On a nonlinear Laplace equation related to the boundary Yamabe problem in the upper-half space

TL;DR

This paper studies a nonlinear elliptic boundary value problem in the upper-half space, proving existence, uniqueness, regularity, and qualitative properties of solutions under small boundary data conditions.

Contribution

It establishes the solvability and regularity of solutions to a nonlinear boundary elliptic equation with Neumann conditions, including sharp decay rates and qualitative features.

Findings

Existence and uniqueness of solutions for small boundary data.

Solutions exhibit regularity and decay properties.
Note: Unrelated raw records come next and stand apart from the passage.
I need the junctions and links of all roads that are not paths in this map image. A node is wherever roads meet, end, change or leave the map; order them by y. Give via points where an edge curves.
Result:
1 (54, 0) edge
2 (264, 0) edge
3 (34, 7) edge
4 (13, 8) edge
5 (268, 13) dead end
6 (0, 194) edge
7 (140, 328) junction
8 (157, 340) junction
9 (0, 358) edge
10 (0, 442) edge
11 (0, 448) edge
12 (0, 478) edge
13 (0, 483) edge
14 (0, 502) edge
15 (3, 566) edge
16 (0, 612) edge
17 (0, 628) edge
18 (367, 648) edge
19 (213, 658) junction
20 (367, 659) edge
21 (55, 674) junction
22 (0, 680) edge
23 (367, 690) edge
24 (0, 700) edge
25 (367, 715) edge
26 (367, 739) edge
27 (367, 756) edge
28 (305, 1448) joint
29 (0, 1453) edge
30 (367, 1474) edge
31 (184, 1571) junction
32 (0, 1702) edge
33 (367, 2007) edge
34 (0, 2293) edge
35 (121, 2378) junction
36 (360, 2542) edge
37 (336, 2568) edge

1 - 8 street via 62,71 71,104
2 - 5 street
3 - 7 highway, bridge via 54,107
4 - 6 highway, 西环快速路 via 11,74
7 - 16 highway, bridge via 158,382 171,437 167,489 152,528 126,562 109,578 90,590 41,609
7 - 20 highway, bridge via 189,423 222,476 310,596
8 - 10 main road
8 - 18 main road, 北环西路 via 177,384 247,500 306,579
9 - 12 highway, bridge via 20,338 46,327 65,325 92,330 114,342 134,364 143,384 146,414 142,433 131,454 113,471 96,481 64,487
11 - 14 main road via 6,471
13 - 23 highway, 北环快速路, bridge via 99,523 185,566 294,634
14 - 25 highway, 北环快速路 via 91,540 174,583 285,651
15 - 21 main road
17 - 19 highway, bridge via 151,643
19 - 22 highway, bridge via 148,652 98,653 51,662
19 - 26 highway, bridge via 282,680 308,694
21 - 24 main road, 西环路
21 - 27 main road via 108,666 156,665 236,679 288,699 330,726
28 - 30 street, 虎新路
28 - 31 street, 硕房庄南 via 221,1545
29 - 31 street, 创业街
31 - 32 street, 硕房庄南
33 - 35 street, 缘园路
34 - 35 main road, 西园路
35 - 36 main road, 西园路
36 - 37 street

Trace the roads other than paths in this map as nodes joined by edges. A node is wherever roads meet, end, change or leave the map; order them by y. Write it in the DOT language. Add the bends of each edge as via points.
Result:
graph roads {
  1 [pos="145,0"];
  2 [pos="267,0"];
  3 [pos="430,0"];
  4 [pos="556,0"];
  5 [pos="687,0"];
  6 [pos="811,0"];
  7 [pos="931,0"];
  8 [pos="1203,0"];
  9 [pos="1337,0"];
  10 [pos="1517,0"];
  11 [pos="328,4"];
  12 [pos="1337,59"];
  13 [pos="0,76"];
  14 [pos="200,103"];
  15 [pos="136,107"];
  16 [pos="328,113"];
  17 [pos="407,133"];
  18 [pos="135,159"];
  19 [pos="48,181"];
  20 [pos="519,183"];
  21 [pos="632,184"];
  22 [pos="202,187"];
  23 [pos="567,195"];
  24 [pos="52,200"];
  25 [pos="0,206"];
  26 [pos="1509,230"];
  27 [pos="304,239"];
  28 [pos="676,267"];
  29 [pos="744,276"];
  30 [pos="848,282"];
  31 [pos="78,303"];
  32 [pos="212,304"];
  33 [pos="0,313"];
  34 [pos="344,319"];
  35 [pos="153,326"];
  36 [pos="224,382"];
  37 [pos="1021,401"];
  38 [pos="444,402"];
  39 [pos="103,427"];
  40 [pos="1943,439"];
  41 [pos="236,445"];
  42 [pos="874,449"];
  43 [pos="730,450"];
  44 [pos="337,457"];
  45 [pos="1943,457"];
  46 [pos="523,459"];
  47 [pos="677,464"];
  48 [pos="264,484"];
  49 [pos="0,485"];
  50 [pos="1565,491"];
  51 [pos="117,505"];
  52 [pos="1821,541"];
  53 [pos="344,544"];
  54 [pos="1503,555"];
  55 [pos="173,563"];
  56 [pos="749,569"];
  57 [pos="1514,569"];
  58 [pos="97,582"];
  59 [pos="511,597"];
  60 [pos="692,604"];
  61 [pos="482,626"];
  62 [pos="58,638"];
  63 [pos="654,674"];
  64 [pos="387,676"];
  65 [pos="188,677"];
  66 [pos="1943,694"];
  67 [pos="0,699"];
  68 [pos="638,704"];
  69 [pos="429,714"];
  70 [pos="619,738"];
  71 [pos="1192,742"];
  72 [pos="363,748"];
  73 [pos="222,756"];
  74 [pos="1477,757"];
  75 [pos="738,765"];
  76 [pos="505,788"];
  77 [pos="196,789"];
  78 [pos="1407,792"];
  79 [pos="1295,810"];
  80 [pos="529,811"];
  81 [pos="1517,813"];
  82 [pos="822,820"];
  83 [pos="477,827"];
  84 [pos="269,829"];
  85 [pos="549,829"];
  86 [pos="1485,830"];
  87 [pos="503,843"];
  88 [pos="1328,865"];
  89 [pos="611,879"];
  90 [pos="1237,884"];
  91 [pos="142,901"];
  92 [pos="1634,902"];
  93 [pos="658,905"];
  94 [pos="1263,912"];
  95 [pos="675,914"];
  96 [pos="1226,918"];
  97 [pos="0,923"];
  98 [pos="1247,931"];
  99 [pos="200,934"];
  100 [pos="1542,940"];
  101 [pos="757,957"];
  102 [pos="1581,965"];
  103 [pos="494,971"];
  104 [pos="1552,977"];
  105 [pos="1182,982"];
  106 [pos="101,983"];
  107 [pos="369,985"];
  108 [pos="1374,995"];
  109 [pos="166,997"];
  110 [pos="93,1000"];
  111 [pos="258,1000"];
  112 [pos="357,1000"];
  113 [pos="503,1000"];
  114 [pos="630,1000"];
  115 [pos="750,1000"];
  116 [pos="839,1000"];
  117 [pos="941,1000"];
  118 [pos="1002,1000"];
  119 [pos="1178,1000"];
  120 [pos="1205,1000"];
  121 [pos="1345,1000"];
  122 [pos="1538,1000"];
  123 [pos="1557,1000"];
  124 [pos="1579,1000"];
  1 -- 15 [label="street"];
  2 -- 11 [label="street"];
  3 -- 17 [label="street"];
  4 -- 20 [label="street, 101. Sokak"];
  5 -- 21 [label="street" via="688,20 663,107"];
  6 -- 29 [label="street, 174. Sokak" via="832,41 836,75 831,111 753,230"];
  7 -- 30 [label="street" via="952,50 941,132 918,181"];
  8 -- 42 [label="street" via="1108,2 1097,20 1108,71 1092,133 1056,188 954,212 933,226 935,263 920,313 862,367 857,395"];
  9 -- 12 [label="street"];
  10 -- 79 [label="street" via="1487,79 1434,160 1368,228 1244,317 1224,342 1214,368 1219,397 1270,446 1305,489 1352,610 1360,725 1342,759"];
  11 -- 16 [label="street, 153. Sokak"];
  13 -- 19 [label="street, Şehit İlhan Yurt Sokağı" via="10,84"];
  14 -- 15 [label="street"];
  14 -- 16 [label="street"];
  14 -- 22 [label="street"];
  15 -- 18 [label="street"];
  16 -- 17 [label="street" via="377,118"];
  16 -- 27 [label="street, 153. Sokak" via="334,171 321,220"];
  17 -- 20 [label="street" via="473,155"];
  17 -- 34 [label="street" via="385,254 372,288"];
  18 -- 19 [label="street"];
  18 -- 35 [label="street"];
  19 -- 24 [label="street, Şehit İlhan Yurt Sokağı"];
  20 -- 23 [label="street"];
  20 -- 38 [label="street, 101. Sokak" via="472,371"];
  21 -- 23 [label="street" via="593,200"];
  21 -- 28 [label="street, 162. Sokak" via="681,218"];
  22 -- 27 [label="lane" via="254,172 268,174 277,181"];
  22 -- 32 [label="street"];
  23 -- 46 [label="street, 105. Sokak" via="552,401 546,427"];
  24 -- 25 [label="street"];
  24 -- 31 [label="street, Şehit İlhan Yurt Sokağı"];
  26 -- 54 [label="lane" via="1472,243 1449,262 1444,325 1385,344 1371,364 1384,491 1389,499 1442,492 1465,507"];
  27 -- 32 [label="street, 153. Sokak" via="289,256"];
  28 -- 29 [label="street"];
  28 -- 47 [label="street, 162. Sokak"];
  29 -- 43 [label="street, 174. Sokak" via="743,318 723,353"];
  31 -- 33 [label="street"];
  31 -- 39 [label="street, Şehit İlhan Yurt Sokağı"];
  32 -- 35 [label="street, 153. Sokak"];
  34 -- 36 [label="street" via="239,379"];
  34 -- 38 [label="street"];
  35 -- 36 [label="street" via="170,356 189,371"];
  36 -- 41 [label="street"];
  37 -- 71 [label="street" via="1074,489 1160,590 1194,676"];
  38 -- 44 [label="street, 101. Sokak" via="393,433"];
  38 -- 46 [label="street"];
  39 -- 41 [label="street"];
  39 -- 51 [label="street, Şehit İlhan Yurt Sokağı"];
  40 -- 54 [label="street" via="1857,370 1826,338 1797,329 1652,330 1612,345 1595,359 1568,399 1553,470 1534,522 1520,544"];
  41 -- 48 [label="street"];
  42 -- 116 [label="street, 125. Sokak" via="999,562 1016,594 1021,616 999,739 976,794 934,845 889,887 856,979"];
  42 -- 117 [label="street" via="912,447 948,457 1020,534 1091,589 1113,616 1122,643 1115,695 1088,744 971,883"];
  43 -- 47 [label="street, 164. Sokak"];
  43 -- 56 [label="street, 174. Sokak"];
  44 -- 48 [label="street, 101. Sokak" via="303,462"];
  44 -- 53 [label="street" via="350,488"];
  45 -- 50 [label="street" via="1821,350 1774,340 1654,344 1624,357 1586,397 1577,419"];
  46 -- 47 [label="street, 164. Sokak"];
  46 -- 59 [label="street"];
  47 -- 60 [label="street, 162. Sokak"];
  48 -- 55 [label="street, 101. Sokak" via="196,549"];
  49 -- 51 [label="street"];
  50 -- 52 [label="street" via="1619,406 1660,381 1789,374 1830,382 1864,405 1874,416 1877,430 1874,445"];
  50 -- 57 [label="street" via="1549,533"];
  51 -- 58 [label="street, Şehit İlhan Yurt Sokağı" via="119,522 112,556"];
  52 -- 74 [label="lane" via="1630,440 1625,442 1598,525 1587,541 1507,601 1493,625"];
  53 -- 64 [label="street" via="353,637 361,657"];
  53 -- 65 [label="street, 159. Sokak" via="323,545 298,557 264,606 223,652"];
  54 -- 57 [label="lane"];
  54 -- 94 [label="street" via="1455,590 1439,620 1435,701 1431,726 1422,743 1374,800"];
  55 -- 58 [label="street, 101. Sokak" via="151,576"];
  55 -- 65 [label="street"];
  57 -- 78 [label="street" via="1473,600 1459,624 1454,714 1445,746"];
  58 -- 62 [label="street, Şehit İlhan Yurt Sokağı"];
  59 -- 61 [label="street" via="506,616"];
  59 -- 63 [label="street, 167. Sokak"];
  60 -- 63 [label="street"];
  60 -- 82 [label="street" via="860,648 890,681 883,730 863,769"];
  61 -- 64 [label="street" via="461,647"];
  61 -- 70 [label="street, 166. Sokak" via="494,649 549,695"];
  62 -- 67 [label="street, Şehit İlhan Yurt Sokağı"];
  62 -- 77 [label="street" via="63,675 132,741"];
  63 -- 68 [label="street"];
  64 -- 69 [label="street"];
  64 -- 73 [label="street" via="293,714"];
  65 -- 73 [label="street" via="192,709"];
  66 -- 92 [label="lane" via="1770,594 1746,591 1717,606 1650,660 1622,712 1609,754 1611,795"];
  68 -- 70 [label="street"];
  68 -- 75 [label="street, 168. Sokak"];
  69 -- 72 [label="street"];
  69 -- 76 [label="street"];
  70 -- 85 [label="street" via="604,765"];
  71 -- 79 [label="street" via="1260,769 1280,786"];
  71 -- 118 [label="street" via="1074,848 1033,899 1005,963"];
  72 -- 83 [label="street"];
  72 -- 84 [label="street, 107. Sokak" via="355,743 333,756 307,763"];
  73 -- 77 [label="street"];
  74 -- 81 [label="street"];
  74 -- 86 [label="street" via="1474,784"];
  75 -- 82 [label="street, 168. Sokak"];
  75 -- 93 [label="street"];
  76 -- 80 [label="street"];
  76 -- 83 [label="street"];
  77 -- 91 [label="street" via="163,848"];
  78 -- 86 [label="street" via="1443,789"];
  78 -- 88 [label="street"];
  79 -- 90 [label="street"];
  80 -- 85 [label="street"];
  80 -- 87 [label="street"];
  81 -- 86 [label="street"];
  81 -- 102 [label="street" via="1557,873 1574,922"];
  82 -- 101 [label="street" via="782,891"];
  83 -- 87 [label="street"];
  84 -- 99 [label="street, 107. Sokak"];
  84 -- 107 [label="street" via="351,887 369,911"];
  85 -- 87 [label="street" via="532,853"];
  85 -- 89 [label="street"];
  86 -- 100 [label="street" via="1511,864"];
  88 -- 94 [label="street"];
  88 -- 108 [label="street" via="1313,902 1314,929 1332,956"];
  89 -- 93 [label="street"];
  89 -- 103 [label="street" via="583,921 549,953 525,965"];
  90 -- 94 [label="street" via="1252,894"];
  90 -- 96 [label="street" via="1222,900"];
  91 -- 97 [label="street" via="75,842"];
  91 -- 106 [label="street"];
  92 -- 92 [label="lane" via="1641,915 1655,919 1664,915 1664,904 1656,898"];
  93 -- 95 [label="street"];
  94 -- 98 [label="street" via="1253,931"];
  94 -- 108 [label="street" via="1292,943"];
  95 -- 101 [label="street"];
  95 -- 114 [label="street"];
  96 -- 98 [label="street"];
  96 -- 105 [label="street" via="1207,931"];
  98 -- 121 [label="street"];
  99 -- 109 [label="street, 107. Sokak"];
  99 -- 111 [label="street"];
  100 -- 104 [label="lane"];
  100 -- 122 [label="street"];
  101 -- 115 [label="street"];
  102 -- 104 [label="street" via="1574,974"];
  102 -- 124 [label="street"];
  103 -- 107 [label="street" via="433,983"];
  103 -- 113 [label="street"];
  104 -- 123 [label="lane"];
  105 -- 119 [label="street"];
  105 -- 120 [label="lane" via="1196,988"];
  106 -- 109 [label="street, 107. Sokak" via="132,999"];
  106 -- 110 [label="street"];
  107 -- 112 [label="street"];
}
Identification of the critical exponent for positive solutions.

Abstract

We consider in this paper the nonlinear elliptic equation with Neumann boundary condition \begin{align*} \begin{cases} \Delta u=a|u|^{m-1}u\,\,\mbox{ in }\,\,\rnp\\ \dfrac{\partial u}{\partial t}=b|u|^{\eta-1}u+f\,\,\mbox{ on }\,\,\partial\rnp. \end{cases} \end{align*} For $a,b\neq 0$, $m>\frac{n+1}{n-1}$, $(n>1)$, $\eta=\frac{m+1}{2}$ and small data $f\in L^{\frac{nq}{n+1},\infty}(\partial\rnp)$, $q=\frac{(n+1)(m-1)}{m+1}$ we prove that the problem is solvable. More precisely, we establish existence, uniqueness and continuous dependence of solutions on the boundary data $f$ in the function space $\X^{q}_{\infty}$ where \[\|u\|_{\X^{q}_{\infty}}=\sup_{t>0}t^{\frac{n+1}{q}-1}\|u(\cdot,t)\|_{L^{\infty}(\partial\rnp)}+\|u\|_{L^{\frac{q(m+1)}{2},\infty}(\rnp)}+\|\nabla u\|_{L^{q,\infty}(\rnp)}. \] As a direct consequence, we obtain the local regularity property $C^{1,\nu}_{loc}$, $\nu\in (0,1)$ of these solutions as well as energy estimates for certain values of $m$. Boundary values decaying faster than $|x|^{-(m+1)/(m-1)}$, $x\in \rn\setminus\{0\}$ yield solvability and this decay property is shown to be sharp for positive nonlinearities. Moreover, we are able to show that solutions inherit qualitative features of the boundary data such as positivity, rotational symmetry with respect to the $(n+1)$-axis, radial monotonicity in the tangential variable and homogeneity. When $a,b>0$, the critical exponent $m_c$ for the existence of positive solutions is identified, $m_c=(n+1)/(n-1)$.